A while ago, I posted a visual description of how Map/Reduce is supposed to work. That was while I was working on RavenDB map/reduce implementation, but that isn’t actually how the current RavenDB map/reduce works.
Instead, it works like this:
Map phase:
for item in docs: for result in reduce(map(item)): Persist(item.id, result.key, result)
And the reduce phase:
for result in reduce(results): WriteToIndex(result)
There are a few things that are interesting here. First, we have both map and reduce run during the map phase, why is that?
Well, to do an immediate reduction of the values, of course. This has two major benefits.
- It means that in the reduce phase, the reduce accepts the output of the reduce – this is important because it prepare us for the next step that we would have to do, multiple reduce steps.
- Second, it means that if you have multiple results from the same documents that share the same key, they would be reduced immediately, rather than have multiple results with the same key.
You might notice an issue with the code above, though. It seems like we are only running reduce once, and only once.
Indeed, this is how RavenDB 1.0 behaves. It only run the reduce once, regardless of how many entries you have per key.
Wait! I probably need to explain things. Let us talk for a second about the following map/reduce index:
//map from order in docs.Orders from line in order.OrderLines select new { line.Product, line.Qty } //reduce from result in results group result by result.Product into g select new { Product = g.Key, Qty = g.Sum(x=>x.Qty) }
Now, if we have an order with two line items for the same product, they would be immediately reduced (on the same document) and saved as the map results.

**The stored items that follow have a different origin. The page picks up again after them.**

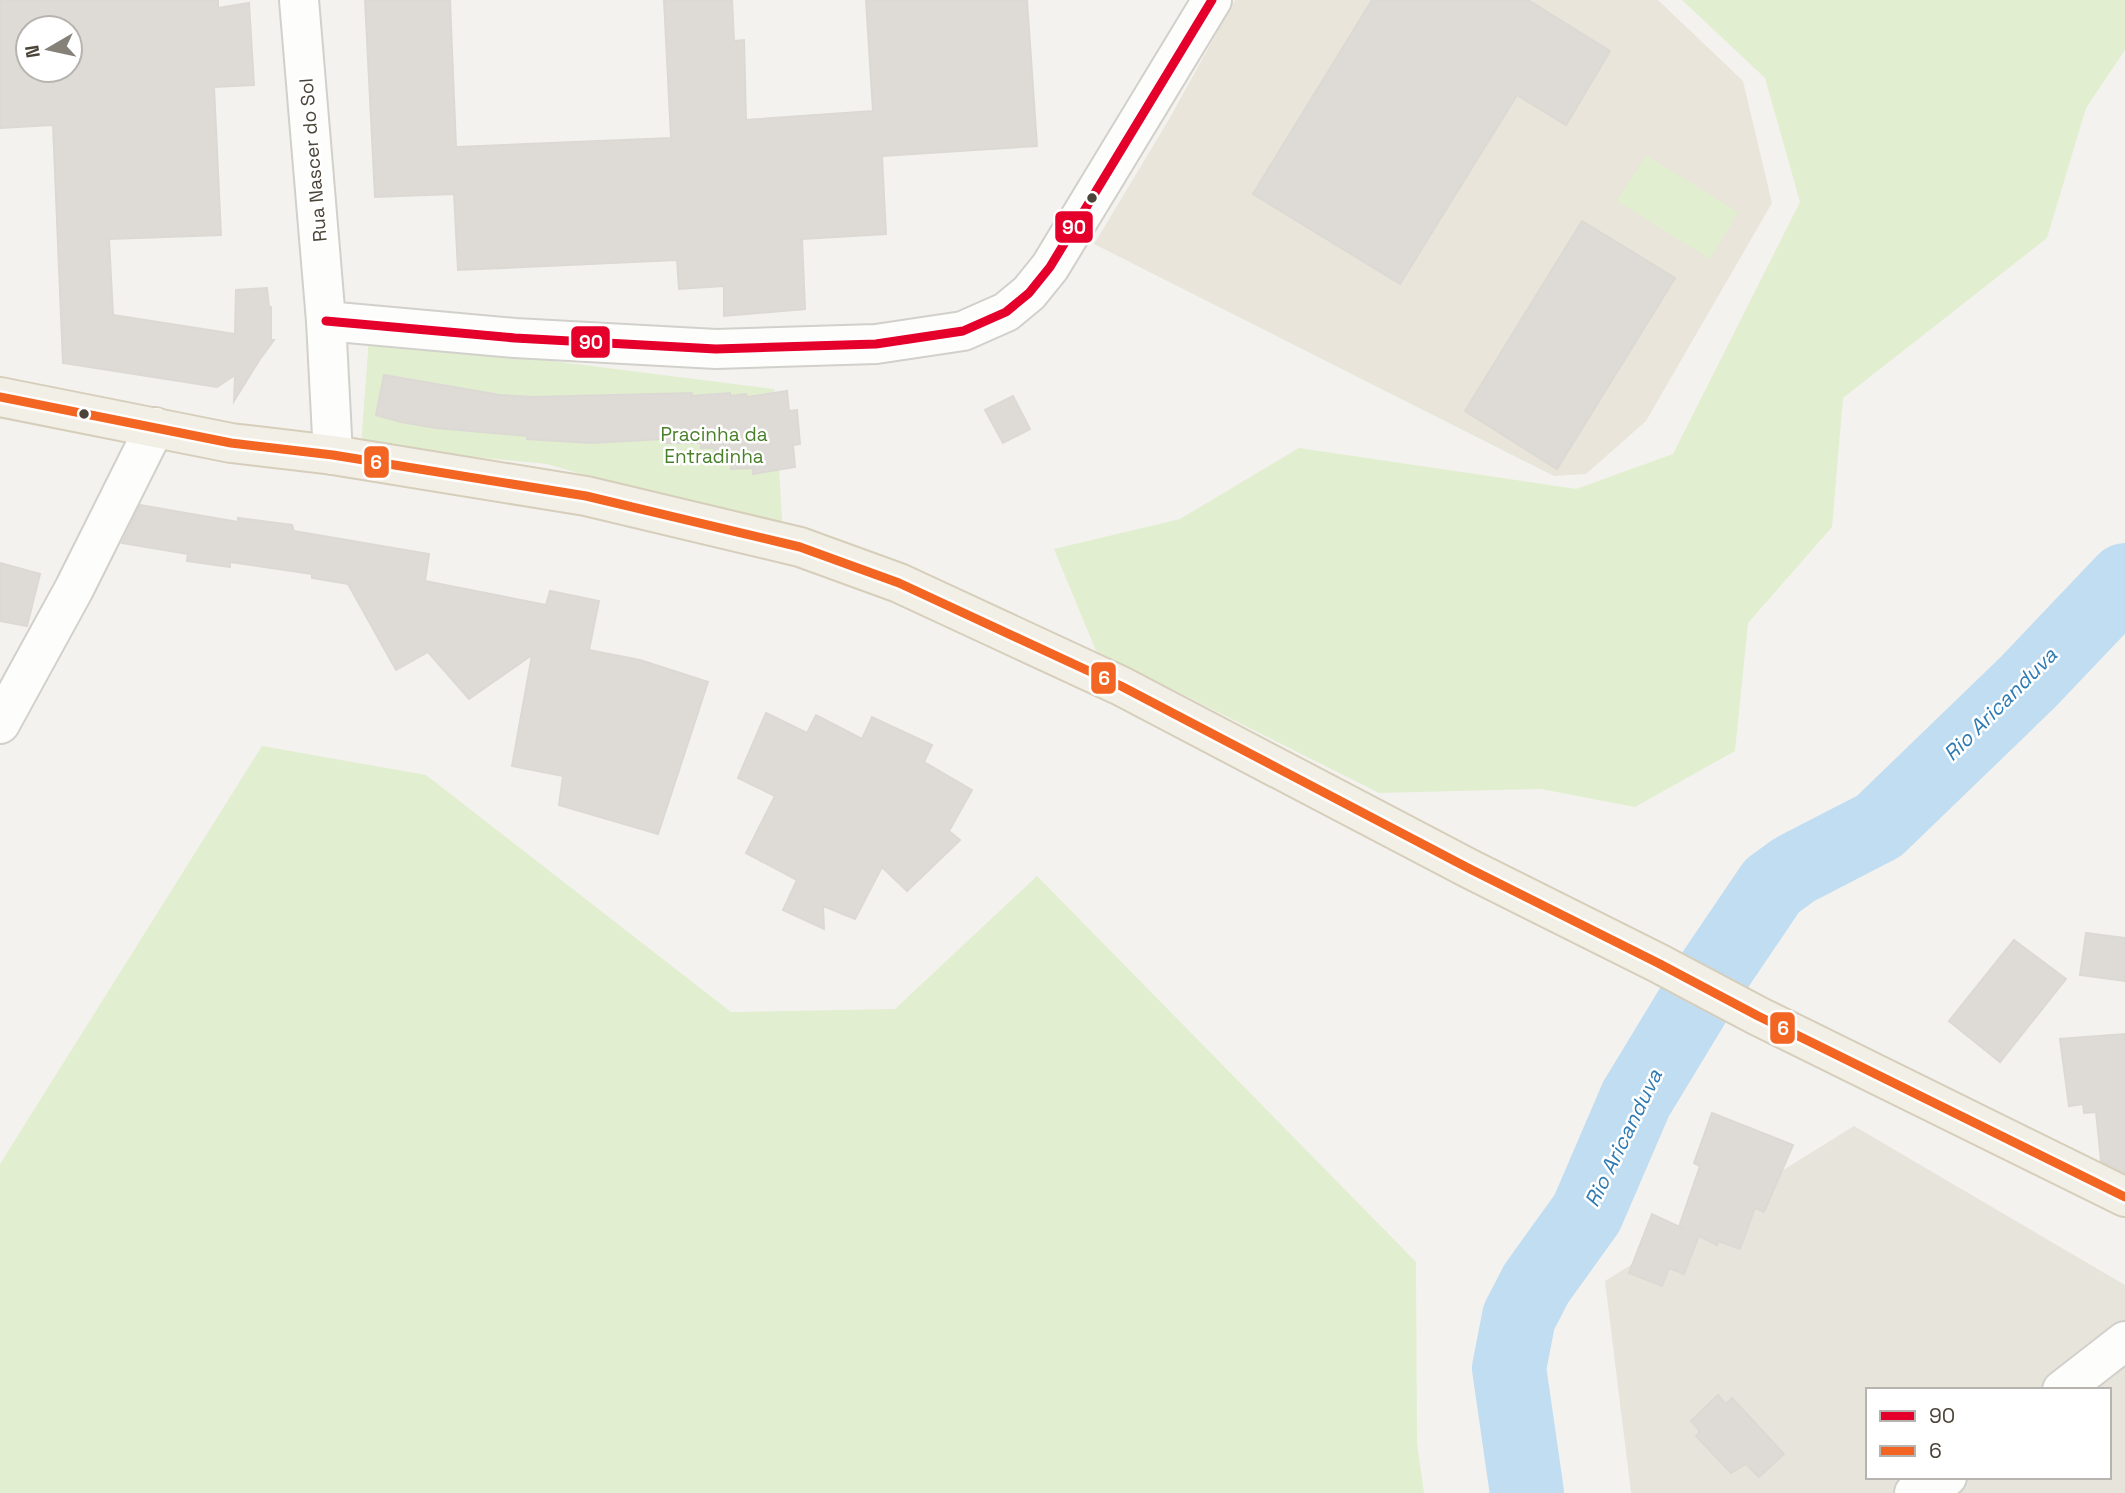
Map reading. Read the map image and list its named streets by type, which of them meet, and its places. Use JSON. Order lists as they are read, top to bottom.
{
  "streets": {
    "street": ["Rua Nascer do Sol"]
  },
  "water": ["Rio Aricanduva"],
  "parks": ["Pracinha da Entradinha"],
  "lines": ["transit line 90", "transit line 6"],
  "legend": ["90", "6"],
  "north": "left"
}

Now, the reduce key in this case is the line item product. So when we execute the reduce, we load all the map results that share the same reduce key and run them through the reduce function together.

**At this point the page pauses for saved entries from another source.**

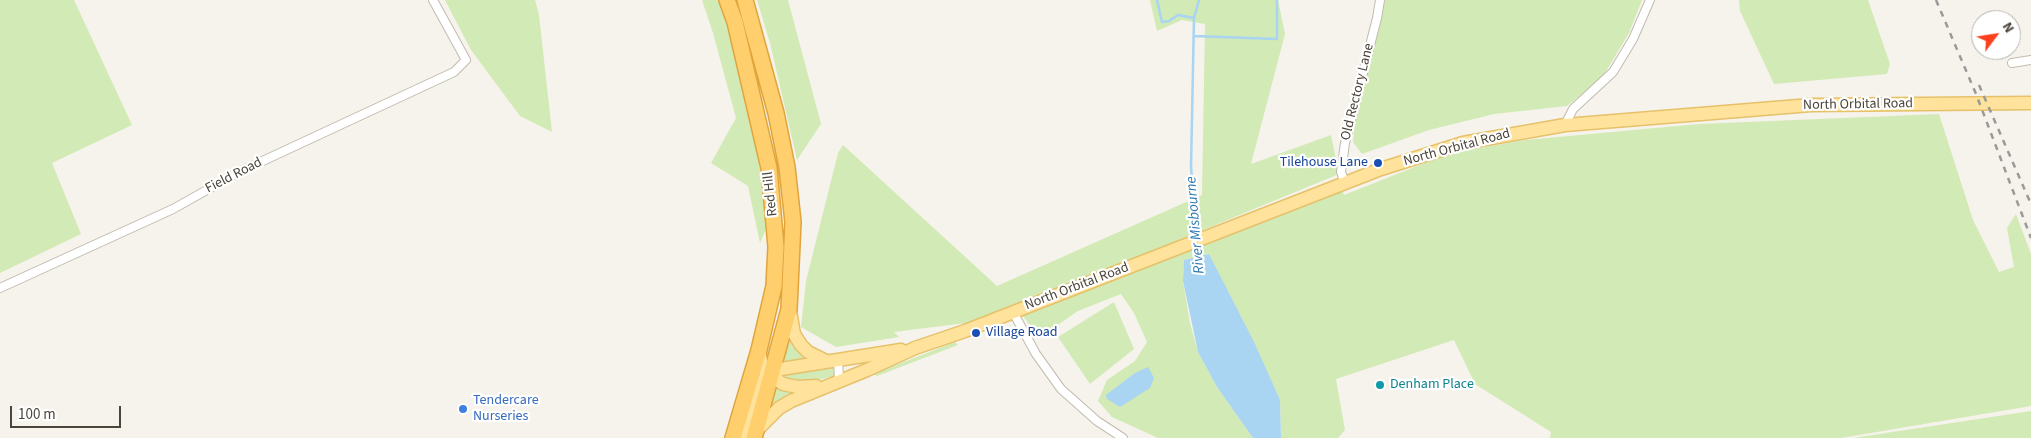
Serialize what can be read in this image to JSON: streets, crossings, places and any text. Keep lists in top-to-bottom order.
{
  "streets": {
    "highway": ["Red Hill"],
    "main road": ["North Orbital Road"],
    "street": ["Old Rectory Lane", "Field Road"]
  },
  "crossings": [
    ["Old Rectory Lane", "North Orbital Road"],
    ["North Orbital Road", "Red Hill"]
  ],
  "water": ["River Misbourne"],
  "places": [
    "Tilehouse Lane",
    "Village Road",
    "Denham Place",
    "Tendercare Nurseries"
  ],
  "scale_bar": "100 m",
  "north": "top right"
}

As I said, this is how RavenDB 1.0 behaves. And it works really nicely, except that it behave less nicely if you have a lot of results for the same reduce key. What happen if we had a really popular product, that was purchased by a million different order?

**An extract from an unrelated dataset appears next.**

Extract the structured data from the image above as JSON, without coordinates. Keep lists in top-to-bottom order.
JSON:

Every time that we would get a new order for this product, we would have to re-reduce the entire set. That means that we would have to re-reduce 1 millions items.
We recently got a problem when one of our customers run into an issue with running map/reduce indexes over the entire US census data. One of the problematic indexes was something like:
//map from person in docs.CensusPeople select new { person.State, Count = 1 } //reduce from result in results group result by result.State into g select new { State = g.Key, Count = g.Sum(x=>x.Count) }
As you can imagine, this sort of thing is going to have a lot of items for the same key.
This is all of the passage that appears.